● **TASK ITEM**: If a line in the entries below holds the string "Choctaw", copy it.

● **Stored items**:
● ● ● ● ●

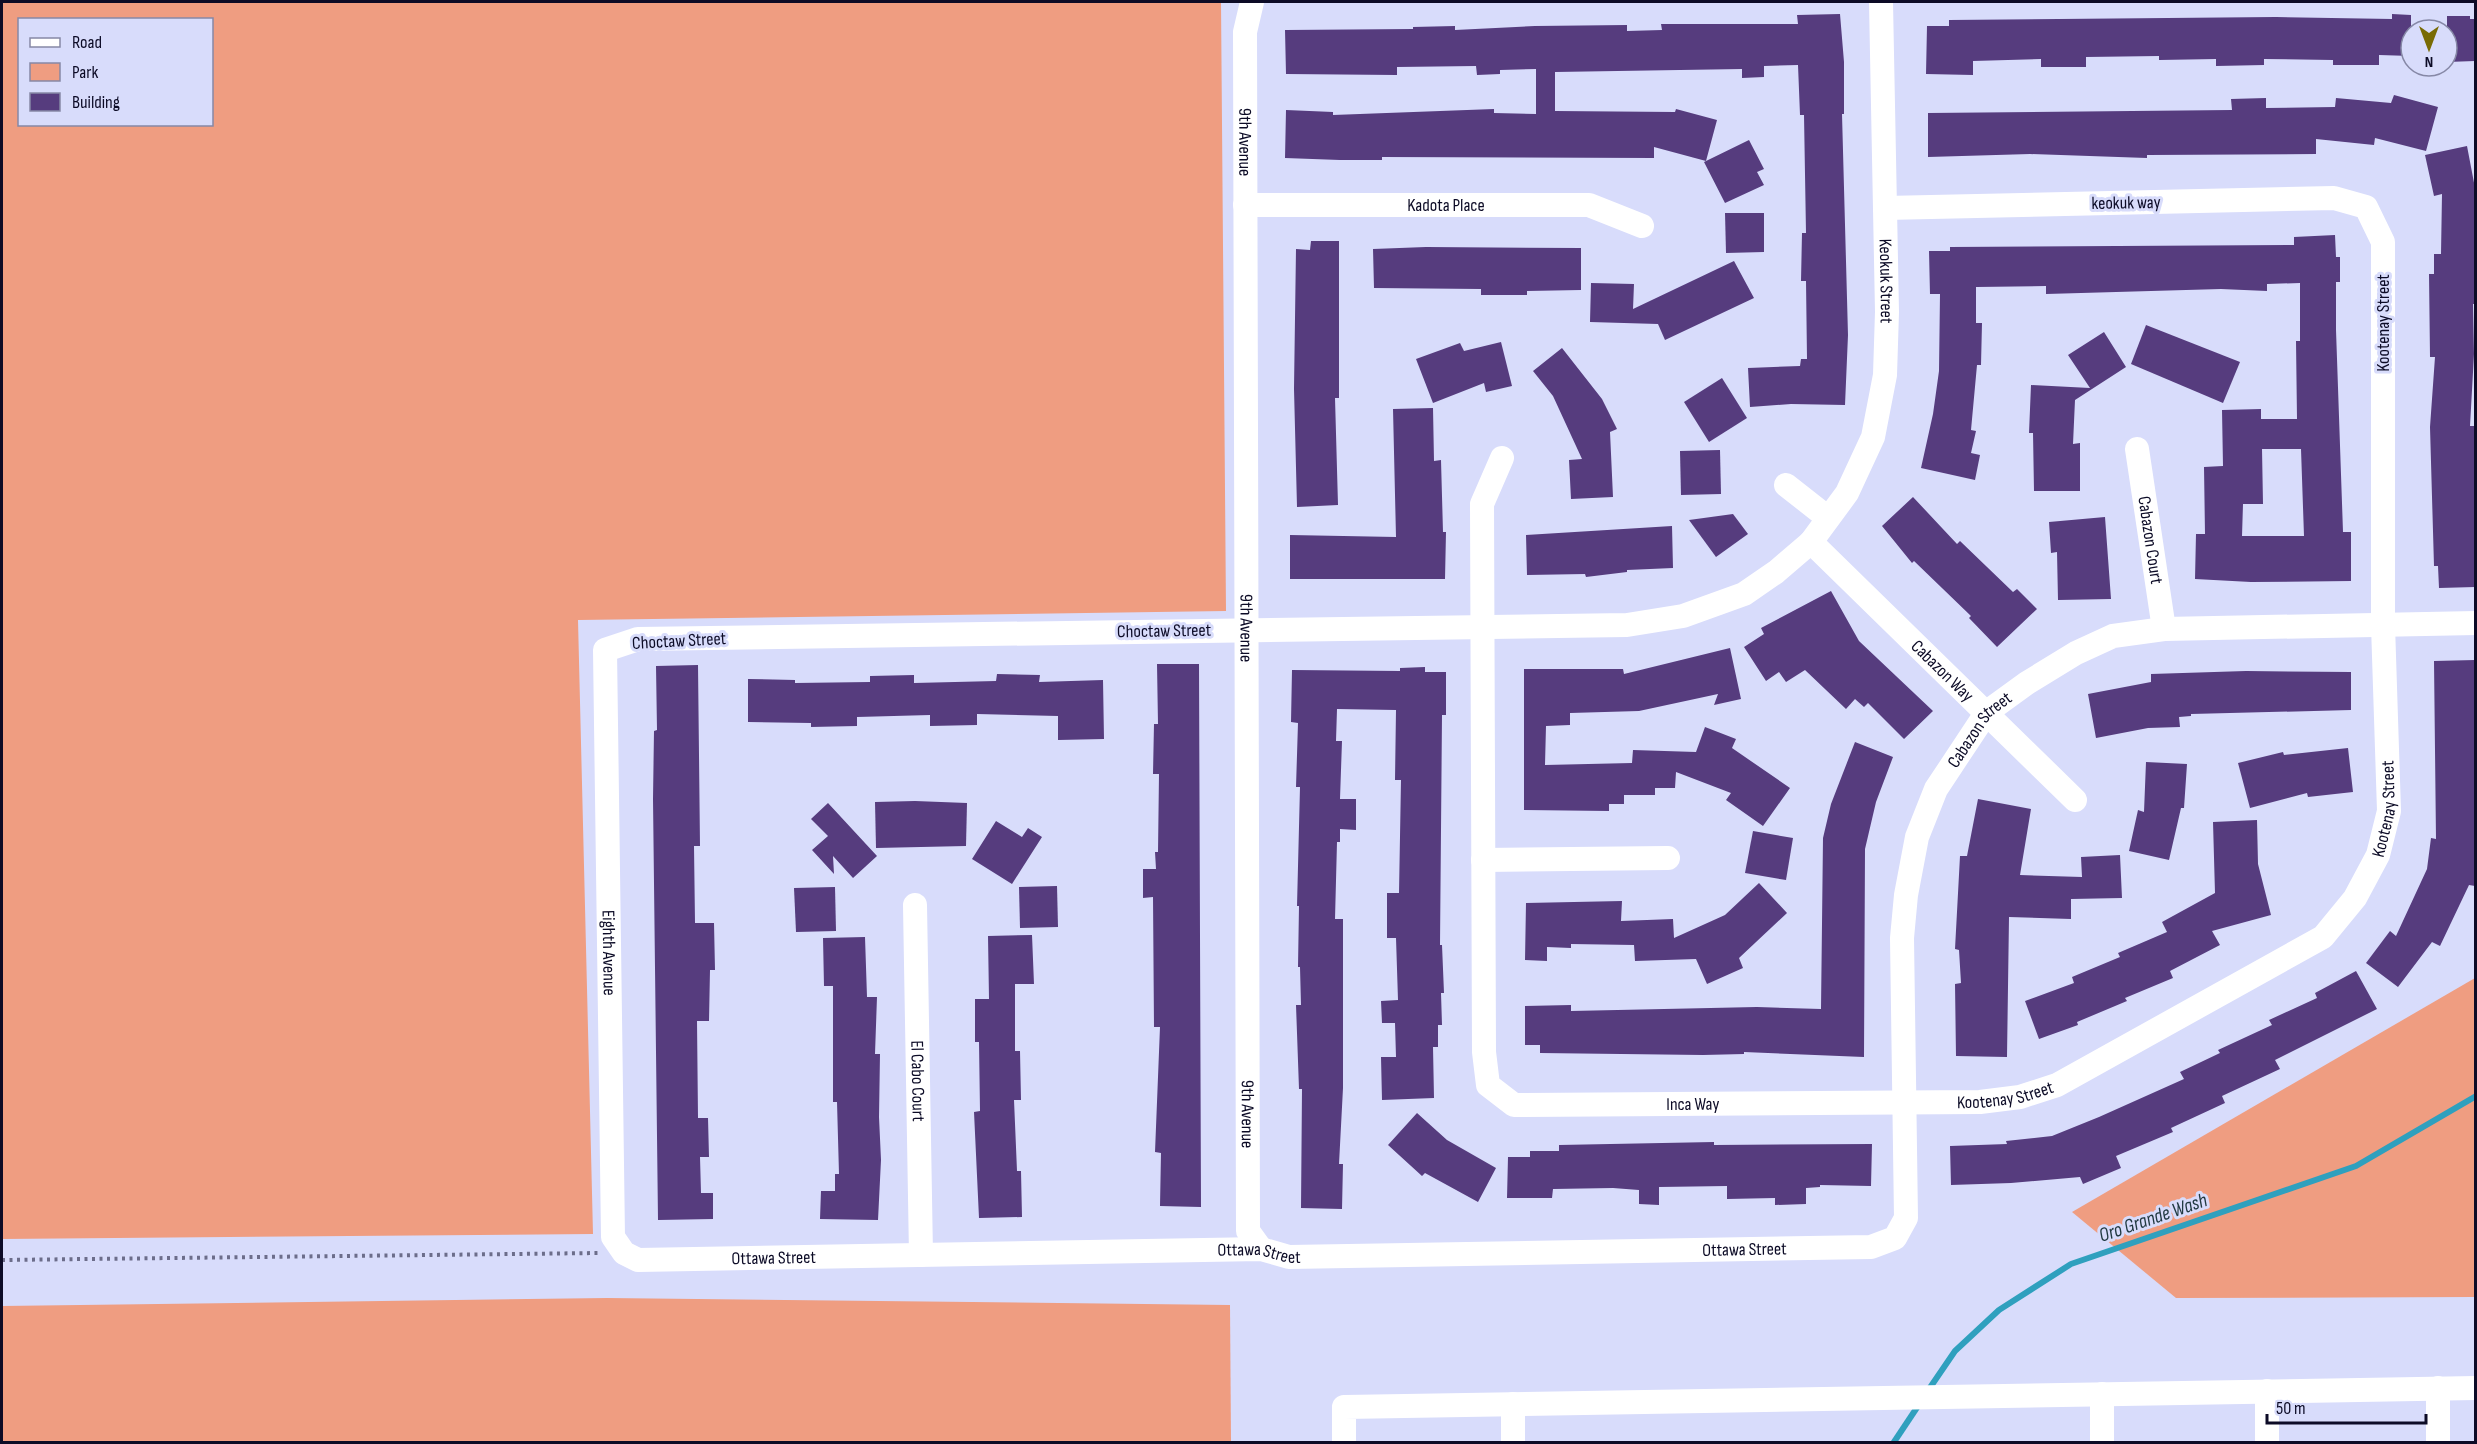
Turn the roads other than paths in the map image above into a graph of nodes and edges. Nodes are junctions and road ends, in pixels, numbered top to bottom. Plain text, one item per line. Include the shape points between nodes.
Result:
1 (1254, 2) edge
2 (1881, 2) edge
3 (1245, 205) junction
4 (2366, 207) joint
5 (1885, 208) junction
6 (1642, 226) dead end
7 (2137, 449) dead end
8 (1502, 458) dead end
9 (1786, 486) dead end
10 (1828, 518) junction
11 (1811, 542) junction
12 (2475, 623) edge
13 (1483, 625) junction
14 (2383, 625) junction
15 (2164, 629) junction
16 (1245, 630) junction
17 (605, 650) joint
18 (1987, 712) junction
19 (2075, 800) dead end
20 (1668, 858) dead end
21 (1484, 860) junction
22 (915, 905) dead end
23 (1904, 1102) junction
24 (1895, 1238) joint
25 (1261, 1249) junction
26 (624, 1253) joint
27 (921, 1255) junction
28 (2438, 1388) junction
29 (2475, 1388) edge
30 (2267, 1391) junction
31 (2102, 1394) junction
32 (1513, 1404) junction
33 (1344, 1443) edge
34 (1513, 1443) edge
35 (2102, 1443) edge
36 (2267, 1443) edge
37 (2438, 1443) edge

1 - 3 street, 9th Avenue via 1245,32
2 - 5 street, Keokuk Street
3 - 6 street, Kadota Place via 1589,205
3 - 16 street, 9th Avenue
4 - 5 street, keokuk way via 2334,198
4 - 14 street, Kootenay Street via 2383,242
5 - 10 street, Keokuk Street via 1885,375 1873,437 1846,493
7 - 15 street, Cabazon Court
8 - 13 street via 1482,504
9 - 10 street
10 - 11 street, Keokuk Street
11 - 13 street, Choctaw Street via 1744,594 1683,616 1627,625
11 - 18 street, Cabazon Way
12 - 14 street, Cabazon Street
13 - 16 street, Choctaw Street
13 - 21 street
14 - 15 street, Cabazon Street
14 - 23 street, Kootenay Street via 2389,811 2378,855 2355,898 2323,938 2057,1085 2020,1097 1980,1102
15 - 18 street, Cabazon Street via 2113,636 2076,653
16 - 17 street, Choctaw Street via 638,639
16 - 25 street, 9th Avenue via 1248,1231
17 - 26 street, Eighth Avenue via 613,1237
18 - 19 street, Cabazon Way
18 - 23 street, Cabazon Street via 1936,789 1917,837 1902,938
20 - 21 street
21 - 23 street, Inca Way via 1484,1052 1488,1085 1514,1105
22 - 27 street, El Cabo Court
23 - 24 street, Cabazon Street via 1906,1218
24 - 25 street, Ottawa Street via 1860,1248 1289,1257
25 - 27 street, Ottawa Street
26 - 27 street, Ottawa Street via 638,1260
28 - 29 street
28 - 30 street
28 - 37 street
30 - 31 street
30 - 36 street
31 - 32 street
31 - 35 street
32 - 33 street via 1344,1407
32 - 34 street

● ● ● ● ●

● **SOLUTION BELOW**:
11 - 13 street, Choctaw Street via 1744,594 1683,616 1627,625
13 - 16 street, Choctaw Street
16 - 17 street, Choctaw Street via 638,639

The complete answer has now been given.